- [TASK INSTRUCTIONS] In the records below, find each line that holds "WESTWARD" and return it.

------------------------------------------------------------------------

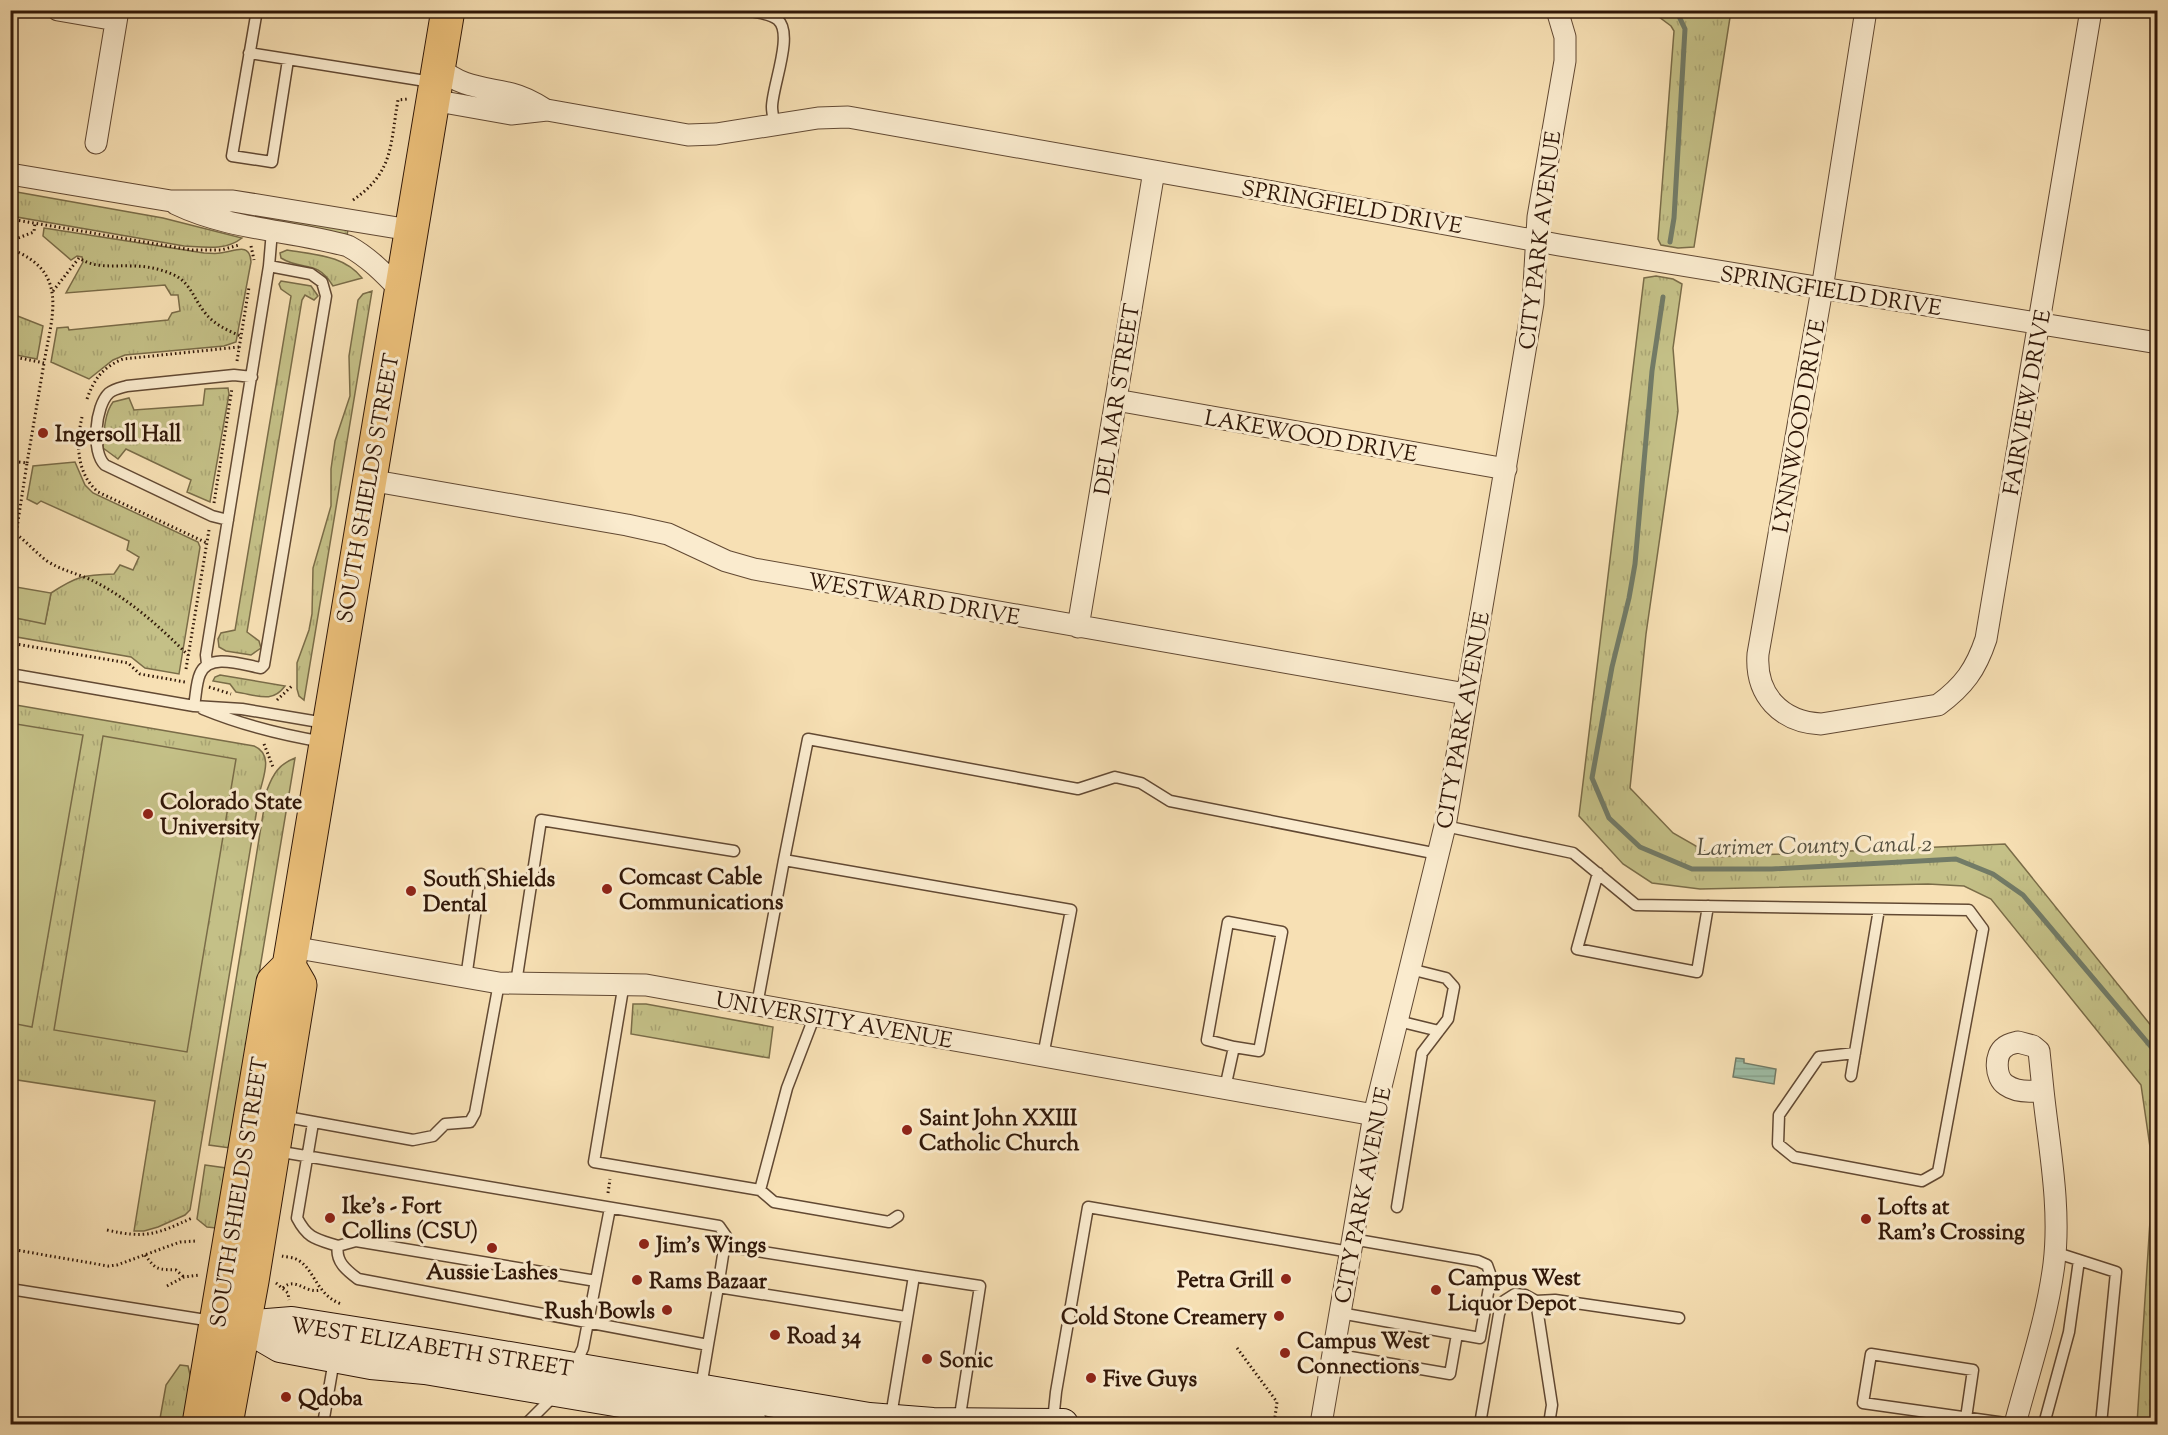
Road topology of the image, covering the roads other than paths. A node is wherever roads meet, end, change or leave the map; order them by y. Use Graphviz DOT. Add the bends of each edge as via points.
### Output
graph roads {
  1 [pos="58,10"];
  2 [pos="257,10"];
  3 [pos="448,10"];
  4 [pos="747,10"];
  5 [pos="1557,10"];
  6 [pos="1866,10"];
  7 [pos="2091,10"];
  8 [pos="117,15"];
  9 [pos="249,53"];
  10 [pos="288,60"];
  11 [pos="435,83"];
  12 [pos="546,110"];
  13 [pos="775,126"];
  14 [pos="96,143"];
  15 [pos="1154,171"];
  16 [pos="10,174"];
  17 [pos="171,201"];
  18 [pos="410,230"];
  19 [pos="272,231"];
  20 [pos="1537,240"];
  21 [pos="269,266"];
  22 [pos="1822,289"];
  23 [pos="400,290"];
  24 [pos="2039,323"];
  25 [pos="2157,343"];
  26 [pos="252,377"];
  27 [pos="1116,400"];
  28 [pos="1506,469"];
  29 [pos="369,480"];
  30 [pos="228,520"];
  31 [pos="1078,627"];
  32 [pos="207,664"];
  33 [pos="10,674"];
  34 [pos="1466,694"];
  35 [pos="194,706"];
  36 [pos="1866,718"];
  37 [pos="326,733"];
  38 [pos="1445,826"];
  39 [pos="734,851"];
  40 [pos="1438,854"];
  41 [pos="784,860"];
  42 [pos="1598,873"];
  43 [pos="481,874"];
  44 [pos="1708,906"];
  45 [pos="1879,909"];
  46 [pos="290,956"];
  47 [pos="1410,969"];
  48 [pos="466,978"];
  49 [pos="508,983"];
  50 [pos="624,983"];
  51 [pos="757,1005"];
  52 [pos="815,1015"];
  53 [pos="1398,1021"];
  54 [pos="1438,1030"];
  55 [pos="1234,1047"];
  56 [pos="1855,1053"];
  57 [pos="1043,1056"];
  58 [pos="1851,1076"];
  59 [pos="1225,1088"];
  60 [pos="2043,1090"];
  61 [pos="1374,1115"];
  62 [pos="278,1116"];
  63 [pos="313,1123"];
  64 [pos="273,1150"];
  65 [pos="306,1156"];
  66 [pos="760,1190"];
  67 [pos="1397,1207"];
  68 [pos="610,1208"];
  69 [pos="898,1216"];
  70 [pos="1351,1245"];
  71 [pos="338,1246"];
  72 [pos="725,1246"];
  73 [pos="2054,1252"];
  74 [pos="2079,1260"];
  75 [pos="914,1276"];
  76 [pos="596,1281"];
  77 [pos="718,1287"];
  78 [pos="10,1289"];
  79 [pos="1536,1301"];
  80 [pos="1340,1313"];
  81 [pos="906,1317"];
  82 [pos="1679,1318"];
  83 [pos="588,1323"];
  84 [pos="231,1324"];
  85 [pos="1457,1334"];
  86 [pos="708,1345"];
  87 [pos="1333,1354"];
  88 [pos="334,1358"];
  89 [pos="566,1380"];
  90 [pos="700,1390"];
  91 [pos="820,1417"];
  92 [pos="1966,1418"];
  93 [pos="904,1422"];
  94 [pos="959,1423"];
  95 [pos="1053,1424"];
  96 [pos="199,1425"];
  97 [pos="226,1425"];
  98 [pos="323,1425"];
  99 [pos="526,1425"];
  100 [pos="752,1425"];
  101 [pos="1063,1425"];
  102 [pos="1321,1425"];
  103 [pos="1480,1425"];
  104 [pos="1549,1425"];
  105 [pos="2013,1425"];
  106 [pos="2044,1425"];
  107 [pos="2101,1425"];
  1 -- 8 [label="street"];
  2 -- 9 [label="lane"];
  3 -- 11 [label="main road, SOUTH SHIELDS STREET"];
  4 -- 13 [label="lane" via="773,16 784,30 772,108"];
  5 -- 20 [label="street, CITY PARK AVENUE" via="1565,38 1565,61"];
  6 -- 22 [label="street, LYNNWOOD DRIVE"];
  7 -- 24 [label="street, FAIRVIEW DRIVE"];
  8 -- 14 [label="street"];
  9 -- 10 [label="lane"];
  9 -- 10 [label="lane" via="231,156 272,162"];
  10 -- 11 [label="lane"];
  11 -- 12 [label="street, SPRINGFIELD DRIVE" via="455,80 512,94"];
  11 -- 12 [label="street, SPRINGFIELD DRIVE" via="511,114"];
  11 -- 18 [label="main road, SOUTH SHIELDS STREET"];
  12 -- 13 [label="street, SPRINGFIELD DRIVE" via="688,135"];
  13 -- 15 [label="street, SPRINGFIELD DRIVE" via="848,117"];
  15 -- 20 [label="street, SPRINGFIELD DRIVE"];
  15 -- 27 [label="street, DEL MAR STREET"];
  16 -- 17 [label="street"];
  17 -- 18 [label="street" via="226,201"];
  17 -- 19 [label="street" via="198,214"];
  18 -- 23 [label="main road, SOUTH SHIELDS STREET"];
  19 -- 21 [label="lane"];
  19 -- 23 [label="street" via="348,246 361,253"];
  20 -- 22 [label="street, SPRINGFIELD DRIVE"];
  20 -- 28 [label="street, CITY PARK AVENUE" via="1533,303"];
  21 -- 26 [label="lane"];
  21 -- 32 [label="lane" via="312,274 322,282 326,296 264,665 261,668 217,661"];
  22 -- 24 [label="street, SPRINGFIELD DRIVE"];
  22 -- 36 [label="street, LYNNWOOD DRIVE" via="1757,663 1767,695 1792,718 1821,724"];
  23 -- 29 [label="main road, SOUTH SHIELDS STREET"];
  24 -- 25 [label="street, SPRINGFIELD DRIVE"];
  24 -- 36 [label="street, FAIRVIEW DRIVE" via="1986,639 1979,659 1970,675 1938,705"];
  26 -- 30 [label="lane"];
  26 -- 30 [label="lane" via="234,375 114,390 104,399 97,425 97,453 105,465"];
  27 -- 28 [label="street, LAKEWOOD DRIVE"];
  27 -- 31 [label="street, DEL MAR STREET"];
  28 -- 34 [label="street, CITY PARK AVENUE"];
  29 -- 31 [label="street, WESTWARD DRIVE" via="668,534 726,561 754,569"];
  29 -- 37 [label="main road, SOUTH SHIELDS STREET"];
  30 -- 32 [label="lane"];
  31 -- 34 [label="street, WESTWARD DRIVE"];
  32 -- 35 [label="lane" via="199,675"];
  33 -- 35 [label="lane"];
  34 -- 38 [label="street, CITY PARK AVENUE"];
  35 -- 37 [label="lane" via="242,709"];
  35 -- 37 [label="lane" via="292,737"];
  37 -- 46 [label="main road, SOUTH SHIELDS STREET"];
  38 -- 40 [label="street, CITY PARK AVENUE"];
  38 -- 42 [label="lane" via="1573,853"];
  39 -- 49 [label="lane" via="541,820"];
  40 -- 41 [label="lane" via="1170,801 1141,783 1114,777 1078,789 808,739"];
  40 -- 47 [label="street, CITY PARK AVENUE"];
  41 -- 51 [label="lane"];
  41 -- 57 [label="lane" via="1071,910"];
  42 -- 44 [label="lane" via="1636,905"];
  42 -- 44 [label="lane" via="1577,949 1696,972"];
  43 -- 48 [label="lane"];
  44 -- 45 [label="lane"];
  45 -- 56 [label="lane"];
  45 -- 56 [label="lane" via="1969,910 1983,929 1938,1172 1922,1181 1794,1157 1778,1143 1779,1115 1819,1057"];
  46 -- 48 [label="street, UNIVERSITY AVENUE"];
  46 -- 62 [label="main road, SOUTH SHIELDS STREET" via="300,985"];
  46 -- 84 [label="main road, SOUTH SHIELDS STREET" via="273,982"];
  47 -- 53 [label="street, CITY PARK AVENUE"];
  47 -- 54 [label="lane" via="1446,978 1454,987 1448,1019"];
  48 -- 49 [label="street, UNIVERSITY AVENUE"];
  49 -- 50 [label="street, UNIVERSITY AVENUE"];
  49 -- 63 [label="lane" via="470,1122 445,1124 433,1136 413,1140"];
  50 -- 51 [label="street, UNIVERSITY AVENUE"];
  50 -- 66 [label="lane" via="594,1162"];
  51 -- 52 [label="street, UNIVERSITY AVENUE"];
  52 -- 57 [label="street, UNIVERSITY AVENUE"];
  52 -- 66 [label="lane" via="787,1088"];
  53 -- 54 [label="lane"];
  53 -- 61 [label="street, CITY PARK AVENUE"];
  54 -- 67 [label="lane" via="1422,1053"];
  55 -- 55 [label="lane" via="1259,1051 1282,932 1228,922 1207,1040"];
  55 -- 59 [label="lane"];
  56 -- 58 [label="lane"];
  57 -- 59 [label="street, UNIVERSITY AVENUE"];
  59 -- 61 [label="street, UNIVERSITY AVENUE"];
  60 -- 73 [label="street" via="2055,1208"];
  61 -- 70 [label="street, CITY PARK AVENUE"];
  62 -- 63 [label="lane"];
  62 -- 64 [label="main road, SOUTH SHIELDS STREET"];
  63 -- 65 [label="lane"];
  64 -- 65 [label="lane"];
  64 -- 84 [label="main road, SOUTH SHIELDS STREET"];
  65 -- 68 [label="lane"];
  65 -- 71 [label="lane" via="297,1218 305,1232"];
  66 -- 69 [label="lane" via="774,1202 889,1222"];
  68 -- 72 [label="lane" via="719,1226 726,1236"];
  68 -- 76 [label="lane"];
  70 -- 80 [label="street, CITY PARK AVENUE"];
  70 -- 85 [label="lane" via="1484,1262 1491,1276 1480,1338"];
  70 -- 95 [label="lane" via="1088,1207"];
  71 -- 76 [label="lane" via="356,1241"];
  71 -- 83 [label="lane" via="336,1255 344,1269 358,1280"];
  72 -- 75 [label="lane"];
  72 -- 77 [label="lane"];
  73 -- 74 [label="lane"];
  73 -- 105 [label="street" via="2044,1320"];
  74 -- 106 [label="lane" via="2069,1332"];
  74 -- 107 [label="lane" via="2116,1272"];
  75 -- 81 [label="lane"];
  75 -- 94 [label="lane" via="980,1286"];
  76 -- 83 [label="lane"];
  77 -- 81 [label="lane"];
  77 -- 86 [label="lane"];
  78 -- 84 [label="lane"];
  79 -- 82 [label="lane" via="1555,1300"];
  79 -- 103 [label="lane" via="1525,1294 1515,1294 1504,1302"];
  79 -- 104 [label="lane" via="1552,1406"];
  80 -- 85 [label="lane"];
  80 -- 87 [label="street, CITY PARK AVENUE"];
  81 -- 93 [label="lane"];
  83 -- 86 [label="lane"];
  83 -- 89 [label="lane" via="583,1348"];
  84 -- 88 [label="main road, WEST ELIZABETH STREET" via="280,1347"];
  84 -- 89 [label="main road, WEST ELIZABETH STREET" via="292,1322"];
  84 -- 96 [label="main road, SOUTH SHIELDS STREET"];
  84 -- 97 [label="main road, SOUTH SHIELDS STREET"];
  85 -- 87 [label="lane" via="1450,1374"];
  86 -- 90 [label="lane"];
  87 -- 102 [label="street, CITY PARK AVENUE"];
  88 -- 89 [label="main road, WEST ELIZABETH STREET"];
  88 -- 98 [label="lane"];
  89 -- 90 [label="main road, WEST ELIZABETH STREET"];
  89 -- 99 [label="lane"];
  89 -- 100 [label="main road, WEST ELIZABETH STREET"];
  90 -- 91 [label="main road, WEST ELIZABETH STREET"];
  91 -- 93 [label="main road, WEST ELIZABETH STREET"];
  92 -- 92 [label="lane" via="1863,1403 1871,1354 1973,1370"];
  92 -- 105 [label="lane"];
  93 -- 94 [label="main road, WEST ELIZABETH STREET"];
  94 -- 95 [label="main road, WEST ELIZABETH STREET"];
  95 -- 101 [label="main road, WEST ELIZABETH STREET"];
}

------------------------------------------------------------------------

- [ANSWER TO THIS EXERCISE]
  29 -- 31 [label="street, WESTWARD DRIVE" via="668,534 726,561 754,569"];
  31 -- 34 [label="street, WESTWARD DRIVE"];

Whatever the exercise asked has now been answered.